**WHAT YOU SHOULD DO:**
How many lines in the data below include the word "Almeida"? Respond with the number, nothing more.

*** Block opens ***

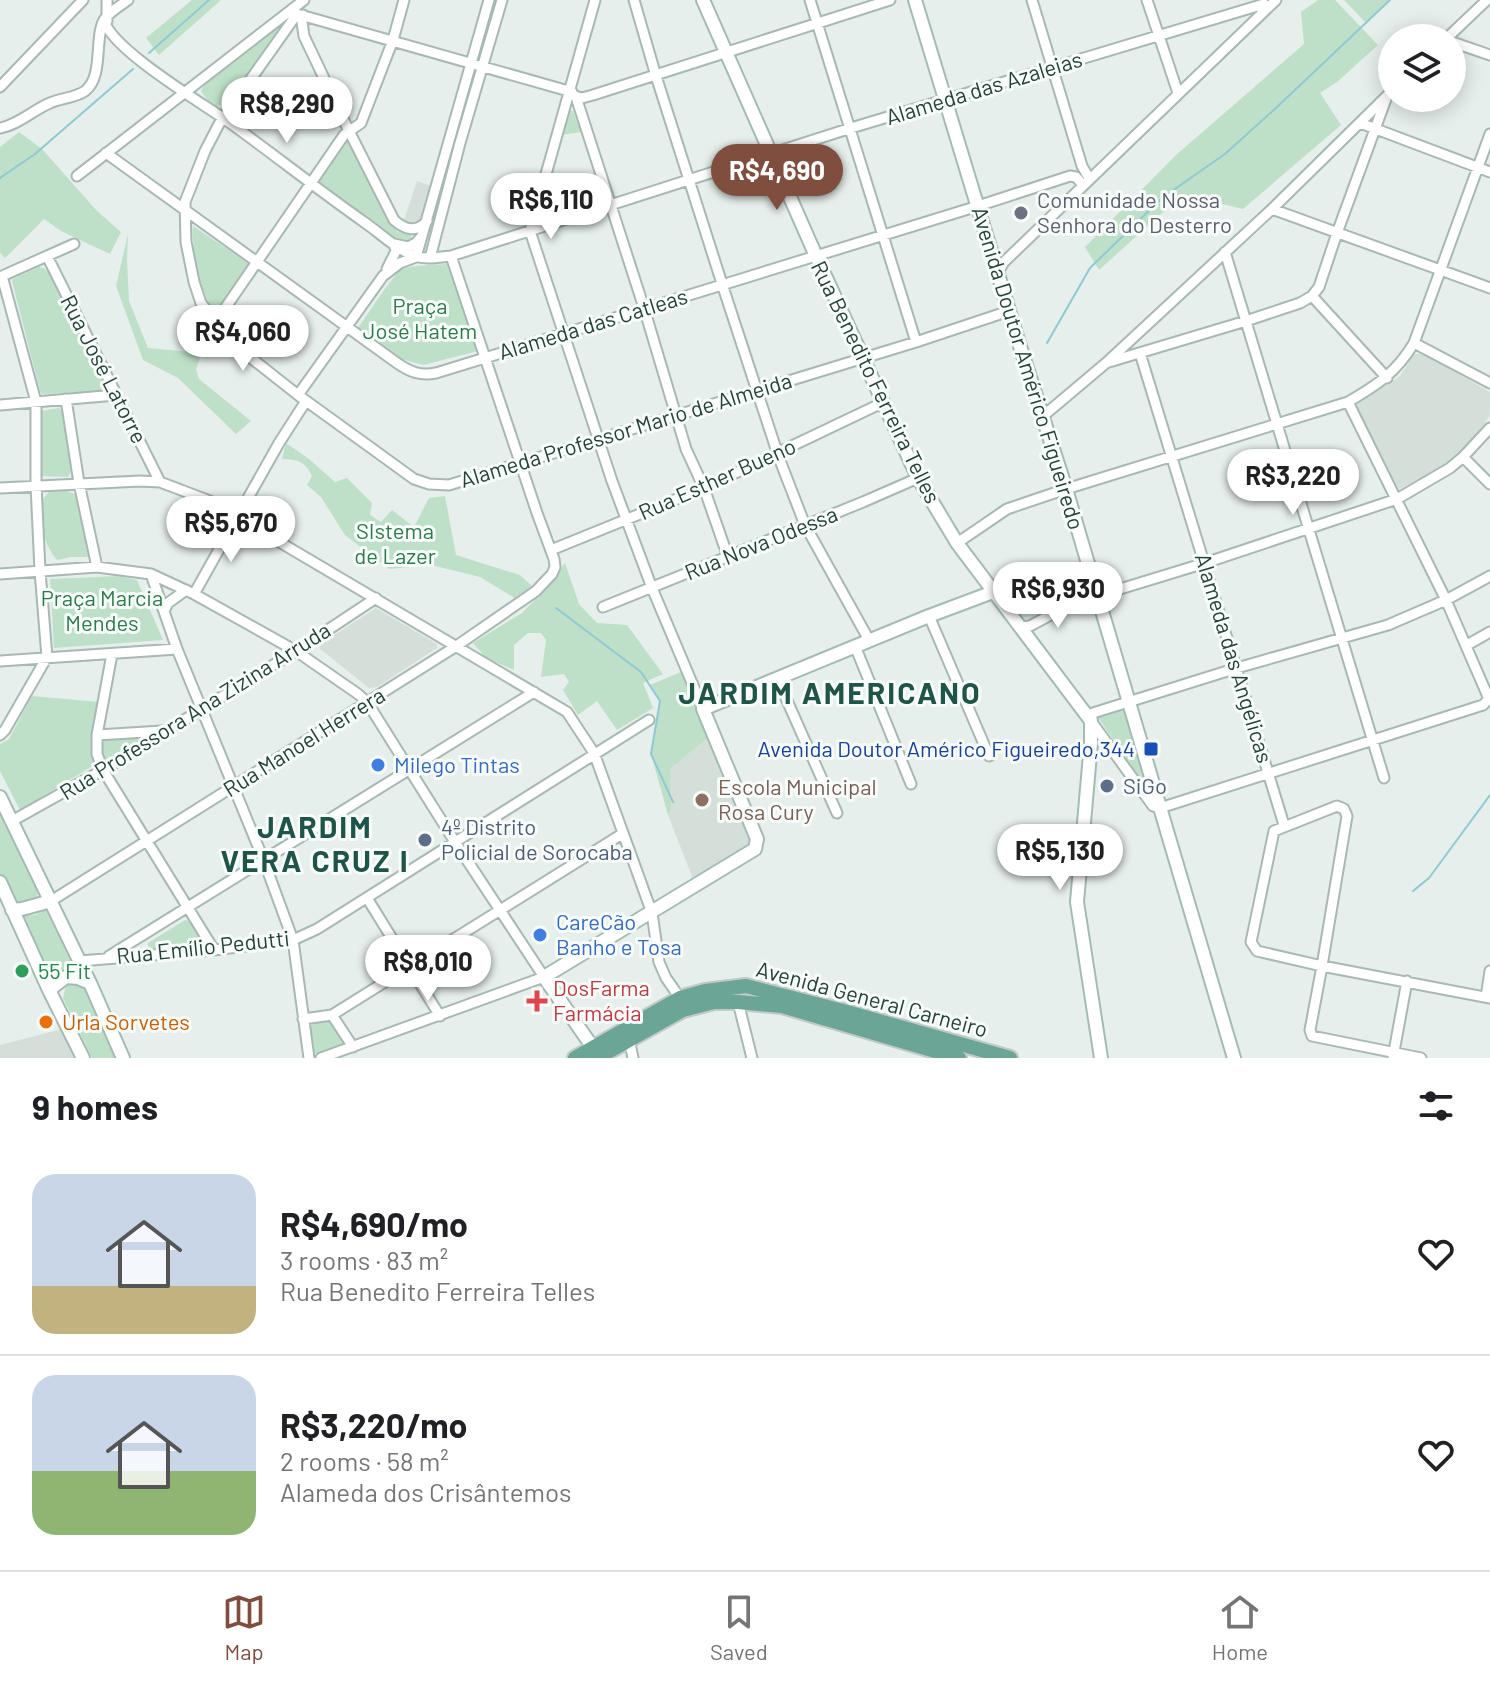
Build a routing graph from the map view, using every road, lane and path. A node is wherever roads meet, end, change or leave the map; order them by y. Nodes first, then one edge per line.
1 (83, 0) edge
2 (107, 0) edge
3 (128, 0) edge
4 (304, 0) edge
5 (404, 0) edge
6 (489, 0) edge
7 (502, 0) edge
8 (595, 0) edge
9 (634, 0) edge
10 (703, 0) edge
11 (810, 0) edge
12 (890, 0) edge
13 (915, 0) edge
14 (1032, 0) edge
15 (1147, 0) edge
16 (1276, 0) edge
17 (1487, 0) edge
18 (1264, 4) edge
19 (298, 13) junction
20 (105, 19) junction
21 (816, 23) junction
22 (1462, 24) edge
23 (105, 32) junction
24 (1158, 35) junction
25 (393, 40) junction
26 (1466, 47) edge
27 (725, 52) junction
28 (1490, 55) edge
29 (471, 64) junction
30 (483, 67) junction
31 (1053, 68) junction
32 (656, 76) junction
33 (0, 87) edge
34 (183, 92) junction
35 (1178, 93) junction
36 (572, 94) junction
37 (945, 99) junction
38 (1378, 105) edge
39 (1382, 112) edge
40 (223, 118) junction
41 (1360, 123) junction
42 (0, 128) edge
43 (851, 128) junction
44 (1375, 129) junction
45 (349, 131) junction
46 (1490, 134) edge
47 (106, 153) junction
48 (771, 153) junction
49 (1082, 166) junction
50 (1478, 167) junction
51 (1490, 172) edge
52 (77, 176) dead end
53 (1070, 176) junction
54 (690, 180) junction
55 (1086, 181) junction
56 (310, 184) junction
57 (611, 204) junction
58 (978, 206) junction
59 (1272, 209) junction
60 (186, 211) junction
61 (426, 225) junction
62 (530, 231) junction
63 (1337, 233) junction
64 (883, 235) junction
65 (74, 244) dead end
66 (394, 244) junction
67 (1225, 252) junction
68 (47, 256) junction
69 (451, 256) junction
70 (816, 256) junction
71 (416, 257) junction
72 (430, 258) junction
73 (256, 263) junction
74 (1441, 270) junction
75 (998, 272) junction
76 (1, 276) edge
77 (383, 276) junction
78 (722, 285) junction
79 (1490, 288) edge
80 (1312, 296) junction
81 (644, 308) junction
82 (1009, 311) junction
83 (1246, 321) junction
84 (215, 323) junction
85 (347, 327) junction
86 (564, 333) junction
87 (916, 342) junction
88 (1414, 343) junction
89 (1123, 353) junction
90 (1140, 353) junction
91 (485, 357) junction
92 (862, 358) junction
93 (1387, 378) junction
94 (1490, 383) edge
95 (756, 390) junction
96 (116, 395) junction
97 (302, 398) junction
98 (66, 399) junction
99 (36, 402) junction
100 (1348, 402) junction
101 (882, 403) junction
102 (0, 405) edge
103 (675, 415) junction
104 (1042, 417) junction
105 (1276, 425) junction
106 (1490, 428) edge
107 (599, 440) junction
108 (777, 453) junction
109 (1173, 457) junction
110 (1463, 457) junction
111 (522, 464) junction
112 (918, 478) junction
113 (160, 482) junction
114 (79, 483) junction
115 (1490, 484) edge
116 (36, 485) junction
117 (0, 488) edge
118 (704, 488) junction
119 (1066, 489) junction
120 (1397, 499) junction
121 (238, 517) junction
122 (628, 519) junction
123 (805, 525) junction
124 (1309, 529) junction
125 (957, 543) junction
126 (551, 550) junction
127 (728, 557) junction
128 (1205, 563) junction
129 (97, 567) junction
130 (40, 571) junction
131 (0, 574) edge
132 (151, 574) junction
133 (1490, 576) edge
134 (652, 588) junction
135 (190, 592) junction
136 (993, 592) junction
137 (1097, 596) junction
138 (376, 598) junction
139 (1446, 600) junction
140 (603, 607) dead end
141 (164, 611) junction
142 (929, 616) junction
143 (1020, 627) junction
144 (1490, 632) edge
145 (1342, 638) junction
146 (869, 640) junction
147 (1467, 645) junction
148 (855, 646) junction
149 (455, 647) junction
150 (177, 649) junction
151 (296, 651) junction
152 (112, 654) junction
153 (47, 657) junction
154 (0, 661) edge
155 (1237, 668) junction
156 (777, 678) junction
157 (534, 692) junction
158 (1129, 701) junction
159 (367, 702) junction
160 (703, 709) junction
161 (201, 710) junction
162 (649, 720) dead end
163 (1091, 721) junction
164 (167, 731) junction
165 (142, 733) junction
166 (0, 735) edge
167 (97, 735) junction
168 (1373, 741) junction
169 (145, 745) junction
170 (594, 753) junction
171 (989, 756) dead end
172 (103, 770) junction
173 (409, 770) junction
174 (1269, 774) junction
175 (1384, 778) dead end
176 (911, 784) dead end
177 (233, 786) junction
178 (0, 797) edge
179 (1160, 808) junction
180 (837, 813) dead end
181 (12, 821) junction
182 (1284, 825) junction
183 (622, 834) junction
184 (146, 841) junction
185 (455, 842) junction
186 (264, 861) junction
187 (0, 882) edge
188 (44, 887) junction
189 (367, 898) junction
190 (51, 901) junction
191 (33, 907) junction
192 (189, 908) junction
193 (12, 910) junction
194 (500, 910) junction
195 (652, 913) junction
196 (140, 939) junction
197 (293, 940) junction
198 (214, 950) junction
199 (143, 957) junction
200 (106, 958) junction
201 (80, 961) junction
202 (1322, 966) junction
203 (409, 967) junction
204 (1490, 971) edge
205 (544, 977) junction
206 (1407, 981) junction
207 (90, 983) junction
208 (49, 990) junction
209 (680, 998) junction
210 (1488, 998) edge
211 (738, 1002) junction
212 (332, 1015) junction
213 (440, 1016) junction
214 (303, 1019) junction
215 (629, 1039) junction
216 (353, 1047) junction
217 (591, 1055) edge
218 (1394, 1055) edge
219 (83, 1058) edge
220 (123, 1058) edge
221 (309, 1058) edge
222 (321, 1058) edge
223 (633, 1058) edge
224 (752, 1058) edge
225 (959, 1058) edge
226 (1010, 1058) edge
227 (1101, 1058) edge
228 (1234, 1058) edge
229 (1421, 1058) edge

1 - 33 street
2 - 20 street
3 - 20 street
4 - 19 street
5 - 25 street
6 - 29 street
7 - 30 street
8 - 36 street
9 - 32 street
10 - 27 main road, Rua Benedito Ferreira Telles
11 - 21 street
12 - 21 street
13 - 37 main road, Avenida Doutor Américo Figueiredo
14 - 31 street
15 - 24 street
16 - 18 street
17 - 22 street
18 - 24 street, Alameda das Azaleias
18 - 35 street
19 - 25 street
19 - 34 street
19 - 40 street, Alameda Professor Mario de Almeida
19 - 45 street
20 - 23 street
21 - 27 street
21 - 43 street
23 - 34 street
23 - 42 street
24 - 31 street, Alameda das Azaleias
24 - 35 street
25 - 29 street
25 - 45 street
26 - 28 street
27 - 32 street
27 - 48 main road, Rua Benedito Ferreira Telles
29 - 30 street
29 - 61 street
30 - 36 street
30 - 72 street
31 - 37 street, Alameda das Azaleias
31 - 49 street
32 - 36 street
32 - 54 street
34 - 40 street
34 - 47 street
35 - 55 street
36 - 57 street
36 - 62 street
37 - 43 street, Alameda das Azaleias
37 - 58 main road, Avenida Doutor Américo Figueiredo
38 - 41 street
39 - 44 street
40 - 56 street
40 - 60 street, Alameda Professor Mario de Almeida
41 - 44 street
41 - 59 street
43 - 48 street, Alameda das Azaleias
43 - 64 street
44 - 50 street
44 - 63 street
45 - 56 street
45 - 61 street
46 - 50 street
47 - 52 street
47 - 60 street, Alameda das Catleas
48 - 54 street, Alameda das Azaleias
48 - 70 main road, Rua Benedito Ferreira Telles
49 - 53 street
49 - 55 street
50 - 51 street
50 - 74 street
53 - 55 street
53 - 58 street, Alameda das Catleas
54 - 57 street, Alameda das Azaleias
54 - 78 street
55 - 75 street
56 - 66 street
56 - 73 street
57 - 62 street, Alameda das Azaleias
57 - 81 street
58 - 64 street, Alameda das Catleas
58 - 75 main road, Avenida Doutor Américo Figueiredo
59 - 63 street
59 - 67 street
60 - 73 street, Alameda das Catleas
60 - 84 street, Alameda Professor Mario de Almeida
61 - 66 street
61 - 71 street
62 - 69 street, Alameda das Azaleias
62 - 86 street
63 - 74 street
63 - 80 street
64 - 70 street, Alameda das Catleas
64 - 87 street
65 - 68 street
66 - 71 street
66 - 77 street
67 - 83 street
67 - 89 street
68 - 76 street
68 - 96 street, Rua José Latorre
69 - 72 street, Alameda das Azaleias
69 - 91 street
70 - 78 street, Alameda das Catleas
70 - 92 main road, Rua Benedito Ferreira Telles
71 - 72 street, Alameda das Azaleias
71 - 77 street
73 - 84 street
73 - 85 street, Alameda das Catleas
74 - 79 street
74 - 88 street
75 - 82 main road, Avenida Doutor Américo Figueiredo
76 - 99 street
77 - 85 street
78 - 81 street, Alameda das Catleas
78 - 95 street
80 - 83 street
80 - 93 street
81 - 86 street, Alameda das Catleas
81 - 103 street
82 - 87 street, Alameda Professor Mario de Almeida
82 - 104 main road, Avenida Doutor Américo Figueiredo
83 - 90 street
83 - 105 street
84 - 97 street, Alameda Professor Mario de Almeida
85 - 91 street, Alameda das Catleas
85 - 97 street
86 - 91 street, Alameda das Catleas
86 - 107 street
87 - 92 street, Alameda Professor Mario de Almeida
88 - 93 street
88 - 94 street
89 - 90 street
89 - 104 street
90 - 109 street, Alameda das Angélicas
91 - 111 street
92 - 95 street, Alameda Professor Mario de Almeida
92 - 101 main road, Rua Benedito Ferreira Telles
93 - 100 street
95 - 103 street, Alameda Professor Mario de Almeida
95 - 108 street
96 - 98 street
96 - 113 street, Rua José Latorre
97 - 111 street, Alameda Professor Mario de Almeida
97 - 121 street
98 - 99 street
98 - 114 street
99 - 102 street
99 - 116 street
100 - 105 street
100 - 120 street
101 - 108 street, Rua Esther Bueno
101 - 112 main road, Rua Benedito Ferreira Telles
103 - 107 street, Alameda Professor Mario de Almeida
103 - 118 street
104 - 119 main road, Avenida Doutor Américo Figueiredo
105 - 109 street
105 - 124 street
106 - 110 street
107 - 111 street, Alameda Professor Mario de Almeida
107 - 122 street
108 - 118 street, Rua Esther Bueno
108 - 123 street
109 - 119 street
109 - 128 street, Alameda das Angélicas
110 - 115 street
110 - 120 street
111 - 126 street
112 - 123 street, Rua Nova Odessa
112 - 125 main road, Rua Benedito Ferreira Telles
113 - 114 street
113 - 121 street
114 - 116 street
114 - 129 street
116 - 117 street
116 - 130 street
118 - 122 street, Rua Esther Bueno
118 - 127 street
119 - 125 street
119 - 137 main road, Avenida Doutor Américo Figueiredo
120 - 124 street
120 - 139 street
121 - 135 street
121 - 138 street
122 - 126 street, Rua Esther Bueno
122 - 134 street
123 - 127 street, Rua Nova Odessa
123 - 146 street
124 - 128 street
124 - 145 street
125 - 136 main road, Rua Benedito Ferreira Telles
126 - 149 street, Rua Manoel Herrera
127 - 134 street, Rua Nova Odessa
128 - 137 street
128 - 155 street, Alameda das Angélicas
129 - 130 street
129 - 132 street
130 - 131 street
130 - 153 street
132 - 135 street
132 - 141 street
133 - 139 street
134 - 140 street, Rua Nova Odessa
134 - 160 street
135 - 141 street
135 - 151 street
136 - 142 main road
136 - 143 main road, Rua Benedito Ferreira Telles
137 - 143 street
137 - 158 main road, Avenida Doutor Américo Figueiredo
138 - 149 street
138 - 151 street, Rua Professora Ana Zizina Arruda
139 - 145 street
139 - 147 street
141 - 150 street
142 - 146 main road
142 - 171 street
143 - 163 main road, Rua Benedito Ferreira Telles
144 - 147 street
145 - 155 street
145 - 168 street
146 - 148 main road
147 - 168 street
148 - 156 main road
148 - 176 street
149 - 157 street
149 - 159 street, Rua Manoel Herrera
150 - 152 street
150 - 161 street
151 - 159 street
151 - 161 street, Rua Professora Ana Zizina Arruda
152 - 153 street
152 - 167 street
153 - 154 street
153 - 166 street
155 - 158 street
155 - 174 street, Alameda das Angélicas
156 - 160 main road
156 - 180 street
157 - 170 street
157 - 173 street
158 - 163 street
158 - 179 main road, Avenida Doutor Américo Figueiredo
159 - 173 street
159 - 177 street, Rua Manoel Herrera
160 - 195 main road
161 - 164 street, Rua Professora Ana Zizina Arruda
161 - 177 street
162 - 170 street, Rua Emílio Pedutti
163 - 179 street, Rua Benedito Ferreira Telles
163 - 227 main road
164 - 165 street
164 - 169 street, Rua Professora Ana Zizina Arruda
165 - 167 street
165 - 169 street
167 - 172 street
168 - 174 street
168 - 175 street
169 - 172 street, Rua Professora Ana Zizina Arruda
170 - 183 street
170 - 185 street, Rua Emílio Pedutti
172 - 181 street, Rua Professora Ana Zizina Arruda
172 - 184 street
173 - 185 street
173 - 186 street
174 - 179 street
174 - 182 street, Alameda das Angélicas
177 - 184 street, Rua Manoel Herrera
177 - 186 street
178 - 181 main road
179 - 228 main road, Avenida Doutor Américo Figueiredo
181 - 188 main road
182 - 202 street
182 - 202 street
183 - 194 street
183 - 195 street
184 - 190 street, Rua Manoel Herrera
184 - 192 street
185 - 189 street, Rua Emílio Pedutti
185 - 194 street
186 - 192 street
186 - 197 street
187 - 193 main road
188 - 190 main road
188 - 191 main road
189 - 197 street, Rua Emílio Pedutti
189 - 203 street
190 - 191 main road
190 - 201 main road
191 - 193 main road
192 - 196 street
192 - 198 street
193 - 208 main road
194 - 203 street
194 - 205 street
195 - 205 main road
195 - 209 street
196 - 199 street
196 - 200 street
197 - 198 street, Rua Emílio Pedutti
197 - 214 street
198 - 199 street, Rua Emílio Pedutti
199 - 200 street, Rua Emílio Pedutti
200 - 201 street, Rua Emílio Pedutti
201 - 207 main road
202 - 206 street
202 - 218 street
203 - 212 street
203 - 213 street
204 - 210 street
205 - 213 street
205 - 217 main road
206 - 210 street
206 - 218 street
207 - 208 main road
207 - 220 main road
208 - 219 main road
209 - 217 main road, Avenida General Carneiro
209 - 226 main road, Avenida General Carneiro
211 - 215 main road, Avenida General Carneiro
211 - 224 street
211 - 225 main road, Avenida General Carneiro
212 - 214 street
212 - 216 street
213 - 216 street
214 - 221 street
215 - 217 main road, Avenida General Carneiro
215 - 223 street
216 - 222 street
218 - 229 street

*** Block closes ***

**SOLUTION FOR THIS PROBLEM:**
11